Entrevistas com doadores millennials do universo das startups do Vale do Silício e conversas com estudantes de MBA mostram um padrão de excessiva dependência de certos princípios do mundo que opera visando ao lucro no terreno das organizações sem fins lucrativos, apesar de falhas em potencial.

Por Judy Park & Kavya Shankar

Quando entrevistamos uma jovem executiva do setor de tecnologia em São Francisco sobre como ela escolhera as organizações sem fins lucrativos para que recebessem parte de sua riqueza recém-adquirida, sua resposta foi que queria maximizar o retorno sobre o investimento. A expressão “retorno sobre o investimento” (ROI, em inglês) nos fez refletir. Embora muito familiar para nós como graduados do MBA da Stanford University, o termo era normalmente empregado no contexto de nossas aulas de finanças e investimentos, não de filantropia. No entanto, ouvimos a expressão diversas vezes de doadores millennials ricos no Vale do Silício – tipicamente líderes de startups bem-sucedidas – que entrevistamos para nossa pesquisa sobre por que, como e para quem fazem suas doações.

Talvez não seja surpreendente que alguém use um referencial com que tenha familiaridade para dar sentido a uma situação desconhecida, mas ficamos surpresos em ver quão comum é para jovens doadores no Vale do Silício aplicar os mesmos princípios empresariais quando olham para suas startups ou para suas iniciativas filantrópicas.

Os princípios que norteiam empresas com fins lucrativos têm beneficiado a filantropia de muitas maneiras.

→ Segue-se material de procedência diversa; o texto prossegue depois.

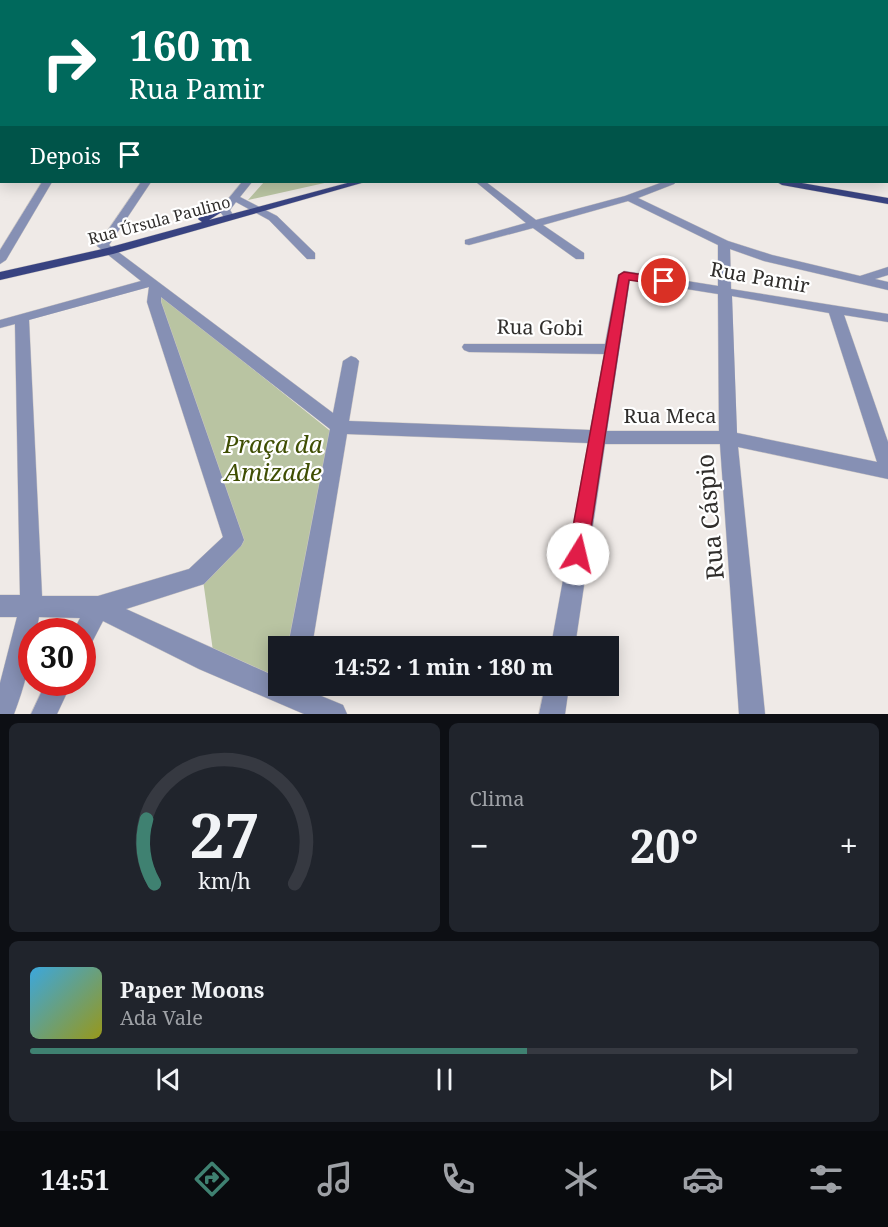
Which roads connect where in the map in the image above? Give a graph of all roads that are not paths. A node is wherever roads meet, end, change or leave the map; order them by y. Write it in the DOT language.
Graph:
graph roads {
  1 [pos="46,183"];
  2 [pos="145,183"];
  3 [pos="246,183"];
  4 [pos="338,183"];
  5 [pos="356,183"];
  6 [pos="482,183"];
  7 [pos="668,183"];
  8 [pos="788,183"];
  9 [pos="811,183"];
  10 [pos="888,196"];
  11 [pos="629,198"];
  12 [pos="888,201"];
  13 [pos="253,208"];
  14 [pos="229,209"];
  15 [pos="532,223"];
  16 [pos="469,243"];
  17 [pos="724,243"];
  18 [pos="106,249"];
  19 [pos="311,256"];
  20 [pos="580,256"];
  21 [pos="0,260"];
  22 [pos="0,269"];
  23 [pos="882,273"];
  24 [pos="0,276"];
  25 [pos="860,280"];
  26 [pos="152,285"];
  27 [pos="888,286"];
  28 [pos="723,290"];
  29 [pos="835,309"];
  30 [pos="22,318"];
  31 [pos="888,318"];
  32 [pos="0,324"];
  33 [pos="469,347"];
  34 [pos="611,349"];
  35 [pos="351,361"];
  36 [pos="340,427"];
  37 [pos="596,437"];
  38 [pos="728,438"];
  39 [pos="888,471"];
  40 [pos="32,604"];
  41 [pos="0,606"];
  42 [pos="98,607"];
  43 [pos="92,618"];
  44 [pos="302,636"];
  45 [pos="565,636"];
  46 [pos="268,681"];
  47 [pos="53,696"];
  48 [pos="301,696"];
  49 [pos="555,696"];
  50 [pos="1,714"];
  51 [pos="44,714"];
  52 [pos="334,714"];
  53 [pos="552,714"];
  54 [pos="752,714"];
  1 -- 21 [label="street"];
  2 -- 18 [label="street"];
  3 -- 14 [label="street"];
  4 -- 13 [label="main road, Rua Úrsula Paulino"];
  5 -- 13 [label="main road, Rua Úrsula Paulino"];
  6 -- 15 [label="street"];
  7 -- 11 [label="street"];
  8 -- 12 [label="main road"];
  9 -- 10 [label="main road"];
  11 -- 15 [label="street"];
  11 -- 17 [label="street"];
  13 -- 14 [label="main road, Rua Úrsula Paulino"];
  13 -- 14 [label="street"];
  13 -- 19 [label="street"];
  14 -- 18 [label="main road, Rua Úrsula Paulino"];
  14 -- 18 [label="main road, Rua Úrsula Paulino"];
  15 -- 16 [label="street"];
  15 -- 20 [label="street"];
  17 -- 25 [label="street"];
  17 -- 28 [label="street, Rua Cáspio"];
  18 -- 22 [label="main road, Rua Úrsula Paulino"];
  18 -- 24 [label="main road, Rua Úrsula Paulino"];
  18 -- 26 [label="street"];
  23 -- 25 [label="street"];
  25 -- 27 [label="street"];
  26 -- 30 [label="street"];
  26 -- 36 [label="street"];
  26 -- 42 [label="street"];
  28 -- 29 [label="street, Rua Pamir"];
  28 -- 34 [label="street, Rua Pamir"];
  28 -- 38 [label="street, Rua Cáspio"];
  29 -- 31 [label="street, Rua Pamir"];
  29 -- 39 [label="street"];
  30 -- 32 [label="street"];
  30 -- 40 [label="street"];
  33 -- 34 [label="street, Rua Gobi"];
  34 -- 37 [label="street"];
  35 -- 36 [label="street"];
  36 -- 37 [label="street, Rua Meca"];
  36 -- 44 [label="street"];
  37 -- 38 [label="street, Rua Meca"];
  37 -- 45 [label="street"];
  38 -- 39 [label="street, Rua Meca"];
  38 -- 54 [label="street, Rua Cáspio"];
  40 -- 41 [label="street"];
  40 -- 42 [label="street"];
  40 -- 50 [label="street"];
  42 -- 43 [label="street"];
  42 -- 46 [label="street"];
  47 -- 51 [label="street"];
  48 -- 52 [label="street"];
  49 -- 53 [label="street"];
}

Entretanto, nossas entrevistas nos fizeram pensar se alguns jovens doadores não teriam ido longe demais na aplicação de determinados princípios do mundo das startups para fazer o bem. Aqui vão cinco dessas práticas que estamos colocando em questão:

  1. Adoção de uma Abordagem de Portfólio que Enfatiza Amplitude Mais que Profundidade

No mundo dos negócios, somos ensinados a construir uma carteira de investimentos que diversifique o risco entre setores e empresas. Gestores de private equity focam 10 ou mais investimentos por fundo, ao passo que os de venture capital incluem ainda mais investimentos.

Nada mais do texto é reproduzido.